Time was, that travel agent was pretty much your only option, unless you happened to have extremely well-traveled friends or family who could make an itinerary with you. Even finding a list of which airlines fly from where to where and the visa processes was a major hassle. Let alone making a connection at the other end. How would you even get a regional Italian train timetable without the internet? At least it would take an afternoon on the phone.

And if your local agents weren't good at it, or they only knew about, say, Spain in detail and not Italy, you'd be pretty out of luck.


And most of those travel agents, like the one at my office in my company in the 90s, knew how to book pretty cookie-cutter plane flights and cruises.

I used "adventure travel" companies in that period for other stuff and my dad had a specialty travel agent who mostly worked with other private adventure agents.

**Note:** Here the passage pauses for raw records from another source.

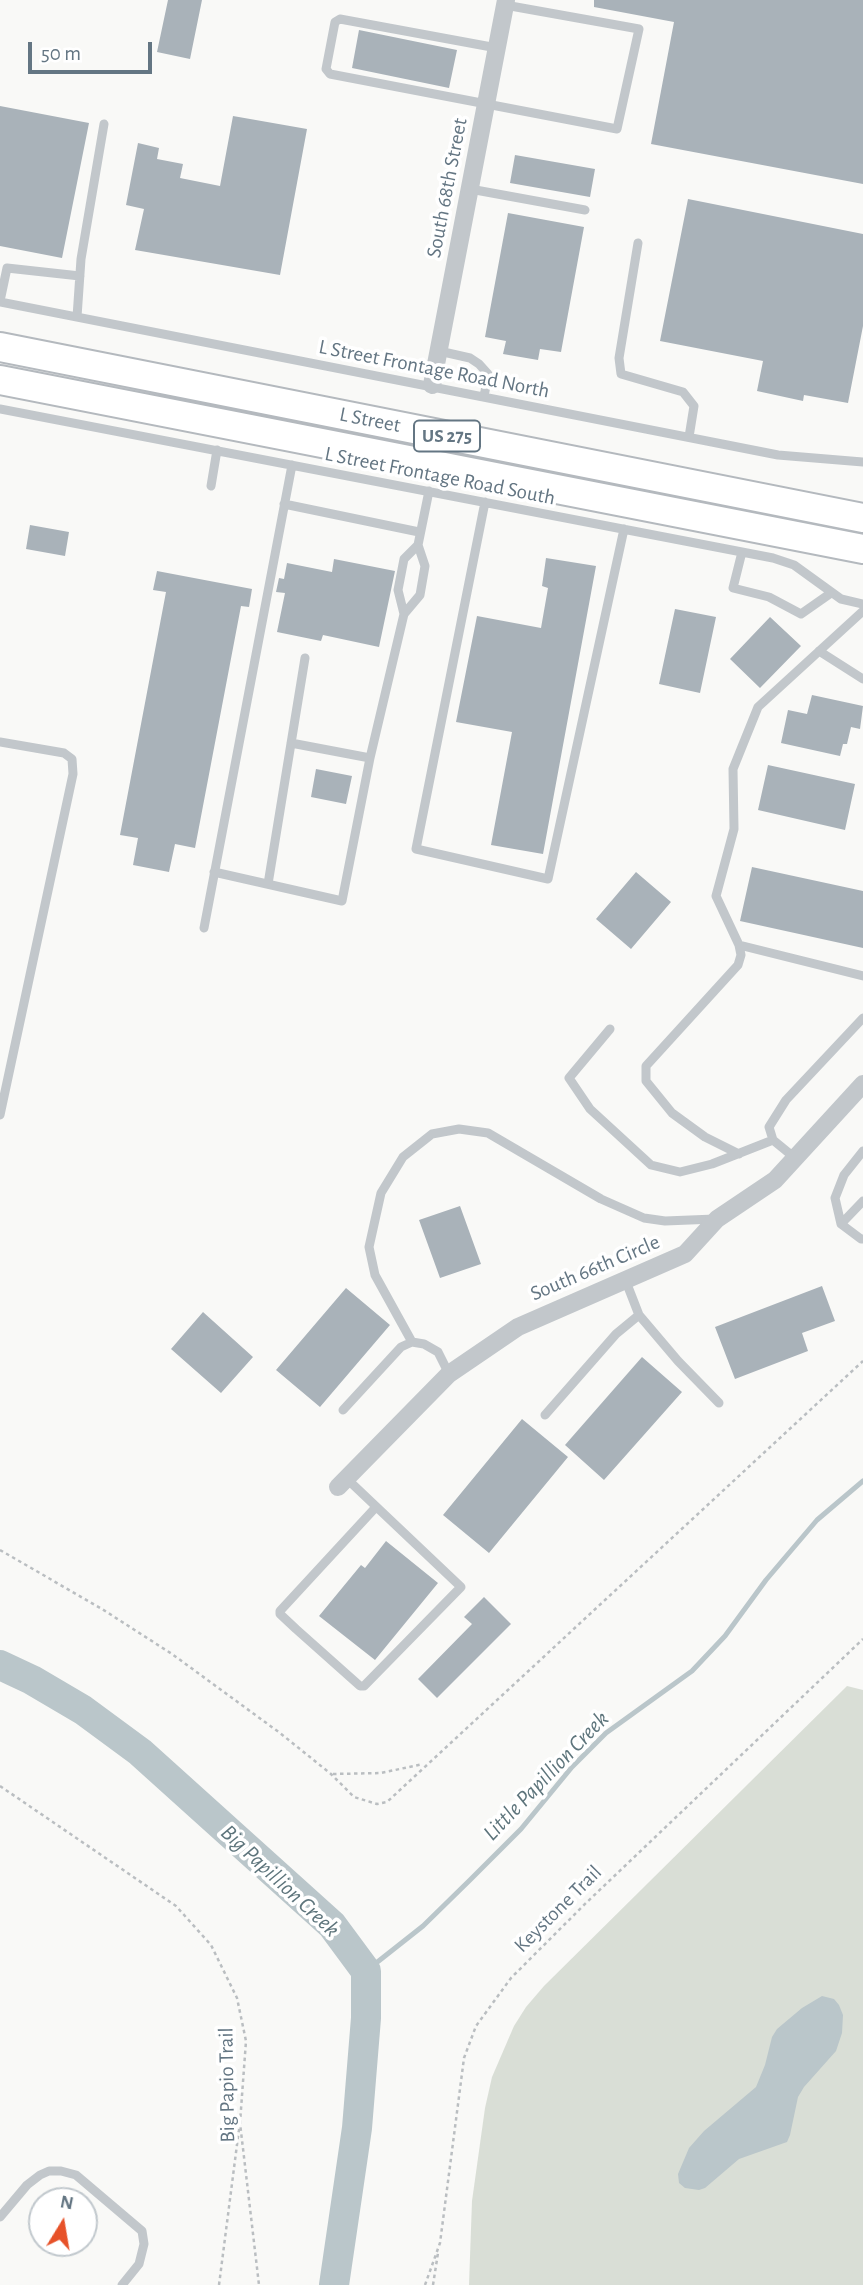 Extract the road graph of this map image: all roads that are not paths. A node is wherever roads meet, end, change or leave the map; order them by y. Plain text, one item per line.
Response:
1 (506, 3) edge
2 (497, 48) junction
3 (486, 104) junction
4 (104, 124) dead end
5 (470, 189) junction
6 (585, 210) dead end
7 (638, 243) dead end
8 (3, 268) edge
9 (80, 276) junction
10 (0, 302) edge
11 (77, 317) junction
12 (0, 347) edge
13 (439, 351) junction
14 (0, 380) edge
15 (432, 385) junction
16 (484, 397) junction
17 (0, 409) edge
18 (689, 437) junction
19 (217, 450) junction
20 (863, 462) edge
21 (292, 465) junction
22 (211, 486) dead end
23 (429, 491) junction
24 (485, 502) junction
25 (284, 504) junction
26 (863, 517) edge
27 (624, 529) junction
28 (419, 532) junction
29 (418, 545) junction
30 (863, 549) edge
31 (742, 552) junction
32 (831, 593) junction
33 (863, 604) edge
34 (863, 611) edge
35 (404, 614) junction
36 (819, 651) junction
37 (305, 658) dead end
38 (863, 679) edge
39 (0, 742) edge
40 (291, 743) junction
41 (370, 758) junction
42 (214, 873) junction
43 (268, 884) junction
44 (204, 928) dead end
45 (739, 945) junction
46 (863, 976) edge
47 (863, 1018) edge
48 (610, 1029) dead end
49 (863, 1084) edge
50 (0, 1115) edge
51 (773, 1140) junction
52 (863, 1151) edge
53 (739, 1154) junction
54 (795, 1158) junction
55 (863, 1201) edge
56 (717, 1219) junction
57 (841, 1224) junction
58 (863, 1239) edge
59 (625, 1279) junction
60 (639, 1315) junction
61 (412, 1342) junction
62 (449, 1374) junction
63 (719, 1403) dead end
64 (343, 1410) dead end
65 (545, 1415) dead end
66 (342, 1483) joint
67 (376, 1507) junction
68 (0, 2217) edge
69 (122, 2285) edge

1 - 2 street, South 68th Street
1 - 3 lane
2 - 3 street, South 68th Street
2 - 3 lane
3 - 5 street, South 68th Street
4 - 9 lane
5 - 6 lane
5 - 13 street, South 68th Street
7 - 18 lane
8 - 9 lane
8 - 10 lane
9 - 11 lane
10 - 11 lane, L Street Frontage Road North
11 - 15 lane, L Street Frontage Road North
12 - 26 main road, L Street / US 275
13 - 15 street, South 68th Street
13 - 16 lane
14 - 30 main road, L Street / US 275
15 - 16 lane, L Street Frontage Road North
16 - 18 lane, L Street Frontage Road North
17 - 19 lane, L Street Frontage Road South
18 - 20 lane, L Street Frontage Road North
19 - 21 lane, L Street Frontage Road South
19 - 22 lane
21 - 23 lane, L Street Frontage Road South
21 - 25 lane
23 - 24 lane, L Street Frontage Road South
23 - 28 lane
24 - 27 lane, L Street Frontage Road South
24 - 27 lane
25 - 28 lane
25 - 42 lane
27 - 31 lane, L Street Frontage Road South
28 - 29 lane
29 - 35 lane
29 - 35 lane
31 - 32 lane, L Street Frontage Road South
31 - 32 lane
32 - 33 lane, L Street Frontage Road South
34 - 36 lane
35 - 41 lane
36 - 38 lane
36 - 45 lane
37 - 40 lane
39 - 50 lane
40 - 41 lane
40 - 43 lane
41 - 43 lane
42 - 43 lane
42 - 44 lane
45 - 46 lane
45 - 53 lane
47 - 51 lane
48 - 53 lane
49 - 54 street, South 66th Circle
51 - 53 lane
51 - 54 lane
52 - 57 lane
54 - 56 street, South 66th Circle
55 - 57 lane
56 - 59 street, South 66th Circle
56 - 61 lane
57 - 58 lane
59 - 60 lane
59 - 62 street, South 66th Circle
60 - 63 lane
60 - 65 lane
61 - 62 lane
61 - 64 lane
62 - 66 street, South 66th Circle
66 - 67 lane
67 - 67 lane
68 - 69 lane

There is also the 'emergency' case where your room is double booked, your flight is cancelled, etc. For the most part, humans are the best at navigating edge cases (as opposed to a phone tree or an 'ai' that's hardly intelligent, and 90% in an emergency you're just tapping your foot to get to the person anyways).

Want to get to your destination that day? A travel agent is often 'in the know' about what myriad of connection options is most likely to get you there, particularly if the nonstops are all gone.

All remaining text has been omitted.